Yeah, I would comment that the main effect is because we are choosing to add people to the business, especially in two areas, mainly around expanding our sales coverage in the US towards brand and advertisers. Essentially building out the team that we already acquired with Jun Group. That is number one. We are also, in certain areas, hiring experts for AI, and those are expensive. That means that we continue to plan to make those investments for the year. Should we then hit the lower range of our top line, we, of course, still need to cover that cost.

Remco Westermann
CEO, Verve Group SE

Important to say that the absolute EBITDA will further grow according to our guidance, and if you're confident, it will have a good year. As I've said before, if it's raining, it's easy to overtake.

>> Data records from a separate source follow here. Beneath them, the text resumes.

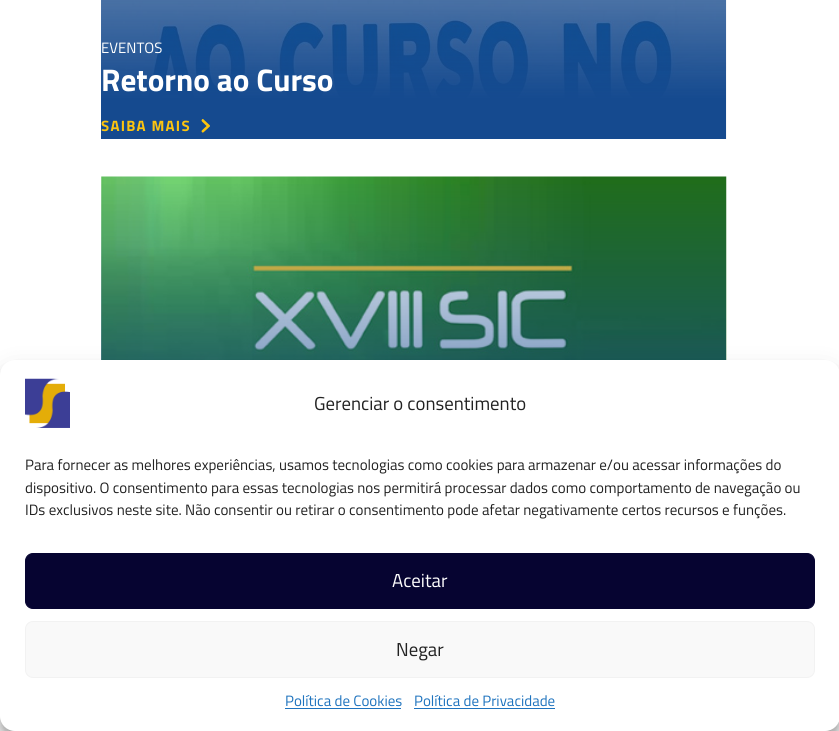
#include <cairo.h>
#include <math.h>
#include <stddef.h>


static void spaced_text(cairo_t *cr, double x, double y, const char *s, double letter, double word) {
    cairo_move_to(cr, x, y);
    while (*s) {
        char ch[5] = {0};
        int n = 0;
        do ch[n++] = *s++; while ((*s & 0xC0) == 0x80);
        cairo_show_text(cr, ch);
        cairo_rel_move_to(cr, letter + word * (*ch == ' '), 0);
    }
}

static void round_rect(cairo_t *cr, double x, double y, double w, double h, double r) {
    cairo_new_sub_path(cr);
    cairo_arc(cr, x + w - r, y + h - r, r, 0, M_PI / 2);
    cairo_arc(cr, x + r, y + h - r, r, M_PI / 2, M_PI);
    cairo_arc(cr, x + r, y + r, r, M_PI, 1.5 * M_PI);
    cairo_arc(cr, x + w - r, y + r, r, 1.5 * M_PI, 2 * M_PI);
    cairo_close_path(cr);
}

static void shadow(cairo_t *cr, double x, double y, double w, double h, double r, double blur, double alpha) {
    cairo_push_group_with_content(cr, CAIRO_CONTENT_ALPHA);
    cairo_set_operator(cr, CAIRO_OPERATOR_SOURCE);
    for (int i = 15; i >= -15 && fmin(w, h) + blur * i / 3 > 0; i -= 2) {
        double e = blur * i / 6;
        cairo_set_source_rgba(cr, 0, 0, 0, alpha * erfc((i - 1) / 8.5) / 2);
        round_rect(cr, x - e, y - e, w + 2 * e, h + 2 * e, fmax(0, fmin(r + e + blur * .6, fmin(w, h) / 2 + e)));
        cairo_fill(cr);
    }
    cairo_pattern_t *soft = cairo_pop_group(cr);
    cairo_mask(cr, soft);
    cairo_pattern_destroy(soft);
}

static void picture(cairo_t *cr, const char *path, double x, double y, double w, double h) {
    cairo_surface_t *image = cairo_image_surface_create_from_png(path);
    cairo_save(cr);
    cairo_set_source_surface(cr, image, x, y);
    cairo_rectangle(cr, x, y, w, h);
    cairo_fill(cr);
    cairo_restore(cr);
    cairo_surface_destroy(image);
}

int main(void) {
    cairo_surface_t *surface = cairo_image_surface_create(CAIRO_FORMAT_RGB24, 839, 731);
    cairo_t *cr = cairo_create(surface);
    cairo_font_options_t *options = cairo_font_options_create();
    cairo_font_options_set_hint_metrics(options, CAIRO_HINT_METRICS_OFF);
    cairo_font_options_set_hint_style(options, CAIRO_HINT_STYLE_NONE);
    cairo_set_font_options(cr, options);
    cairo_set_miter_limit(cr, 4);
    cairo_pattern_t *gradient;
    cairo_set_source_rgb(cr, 1, 1, 1);
    cairo_paint(cr);
    picture(cr, "img1.png", 101, 0, 626, 139);
    gradient = cairo_pattern_create_linear(414, -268, 414, 139);
    cairo_pattern_add_color_stop_rgba(gradient, 0, 0.082, 0.29, 0.561, 0);
    cairo_pattern_add_color_stop_rgba(gradient, 0.9, 0.082, 0.29, 0.561, 1);
    cairo_set_source(cr, gradient);
    cairo_pattern_destroy(gradient);
    cairo_rectangle(cr, 101, 0, 625, 139);
    cairo_fill(cr);
    cairo_select_font_face(cr, "Titillium Web", CAIRO_FONT_SLANT_NORMAL, CAIRO_FONT_WEIGHT_NORMAL);
    cairo_set_font_size(cr, 15);
    cairo_set_source_rgb(cr, 1, 1, 1);
    cairo_move_to(cr, 101, 53);
    cairo_show_text(cr, "EVENTOS");
    cairo_select_font_face(cr, "Titillium Web", CAIRO_FONT_SLANT_NORMAL, CAIRO_FONT_WEIGHT_BOLD);
    cairo_set_font_size(cr, 31.25);
    cairo_move_to(cr, 101, 91);
    cairo_show_text(cr, "Retorno ao Curso");
    cairo_set_font_size(cr, 15);
    cairo_set_source_rgb(cr, 0.988, 0.769, 0.059);
    spaced_text(cr, 101, 131, "SAIBA MAIS", 1.25, 0);
    picture(cr, "img2.png", 201, 119, 9, 14);
    picture(cr, "img3.png", 101, 176, 626, 184);
    gradient = cairo_pattern_create_linear(414, 176, 414, 583);
    cairo_pattern_add_color_stop_rgba(gradient, 0, 0.082, 0.29, 0.561, 0);
    cairo_pattern_add_color_stop_rgba(gradient, 0.9, 0.082, 0.29, 0.561, 1);
    cairo_set_source(cr, gradient);
    cairo_pattern_destroy(gradient);
    cairo_rectangle(cr, 101, 184, 625, 176);
    cairo_fill(cr);
    cairo_set_source_rgb(cr, 0, 0, 0);
    shadow(cr, 0, 368, 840, 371, 15, 4, 0.23);
    shadow(cr, 0, 373, 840, 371, 15, 12.5, 0.19);
    cairo_set_source_rgb(cr, 1, 1, 1);
    round_rect(cr, 0, 360, 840, 371, 15);
    cairo_fill(cr);
    picture(cr, "img4.png", 25, 378, 45, 50);
    cairo_select_font_face(cr, "Titillium Web", CAIRO_FONT_SLANT_NORMAL, CAIRO_FONT_WEIGHT_NORMAL);
    cairo_set_font_size(cr, 18.75);
    cairo_set_source_rgb(cr, 0.133, 0.133, 0.133);
    cairo_move_to(cr, 314, 410);
    cairo_show_text(cr, "Gerenciar o consentimento");
    cairo_set_font_size(cr, 15);
    cairo_move_to(cr, 25, 470);
    cairo_show_text(cr, "Para fornecer as melhores experiências, usamos tecnologias como cookies para armazenar e/ou acessar informações do");
    cairo_move_to(cr, 25, 493);
    cairo_show_text(cr, "dispositivo. O consentimento para essas tecnologias nos permitirá processar dados como comportamento de navegação ou");
    cairo_move_to(cr, 25, 515);
    cairo_show_text(cr, "IDs exclusivos neste site. Não consentir ou retirar o consentimento pode afetar negativamente certos recursos e funções.");
    cairo_set_source_rgb(cr, 0.024, 0.016, 0.192);
    round_rect(cr, 25.5, 553.5, 789, 55, 7.5);
    cairo_fill_preserve(cr);
    cairo_set_line_width(cr, 1);
    cairo_stroke(cr);
    cairo_set_font_size(cr, 18.75);
    cairo_set_source_rgb(cr, 1, 1, 1);
    cairo_move_to(cr, 392, 587);
    cairo_show_text(cr, "Aceitar");
    cairo_set_source_rgb(cr, 0.976, 0.976, 0.976);
    round_rect(cr, 25.5, 621.5, 789, 56, 7.5);
    cairo_fill_preserve(cr);
    cairo_set_source_rgb(cr, 0.949, 0.949, 0.949);
    cairo_stroke(cr);
    cairo_set_source_rgb(cr, 0.133, 0.133, 0.133);
    cairo_move_to(cr, 396, 656);
    cairo_show_text(cr, "Negar");
    cairo_set_font_size(cr, 15);
    cairo_set_source_rgb(cr, 0.118, 0.451, 0.745);
    cairo_move_to(cr, 285, 706);
    cairo_show_text(cr, "Política de Cookies");
    cairo_rectangle(cr, 285, 708, 116, 1);
    cairo_fill(cr);
    cairo_move_to(cr, 414, 706);
    cairo_show_text(cr, "Política de Privacidade");
    cairo_rectangle(cr, 414, 708, 141, 1);
    cairo_fill(cr);
    cairo_surface_write_to_png(surface, "page.png");
    cairo_font_options_destroy(options);
    cairo_destroy(cr);
    cairo_surface_destroy(surface);
    return 0;
}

In that sense, even if the market conditions are maybe not as great as here, which we do not know, then we are very confident that we have further gained market share.

Alden Edmund
Analyst, Nordea

Okay, perfect. Last question here. Could you talk us through the potential impact from a break and kind of where the market stands today? What is the potential magnitude if this would go into effect?

Christian Duus
CFO, Verve Group SE

Sorry, you broke off at least on my side. Can you repeat the first part of your question? The effect of.

Alden Edmund
Analyst, Nordea

Sorry. Could you walk us through the potential impact from a breakup of Google? Where does the market stand today and what could happen?

Remco Westermann
CEO, Verve Group SE

It's also here difficult to really say, but Google with its walled garden, as we call it, which is, let's say, having a lot of advertiser contacts and has a very strong, let's say, asset in the market being YouTube. At the moment, they force agencies to spend big budgets via their network, and a lot of that goes to YouTube. What we've seen in the last year, and it has not only in our numbers, also in Q1 now, that, let's say, a lot of Google spend that they also did on third-party supply is more and more going to YouTube because they just make more money with that. One of our peers has been heavily hit by that. I think everybody has seen a bit of it in the market. Those kinds of games are not possible anymore if there's a breakup.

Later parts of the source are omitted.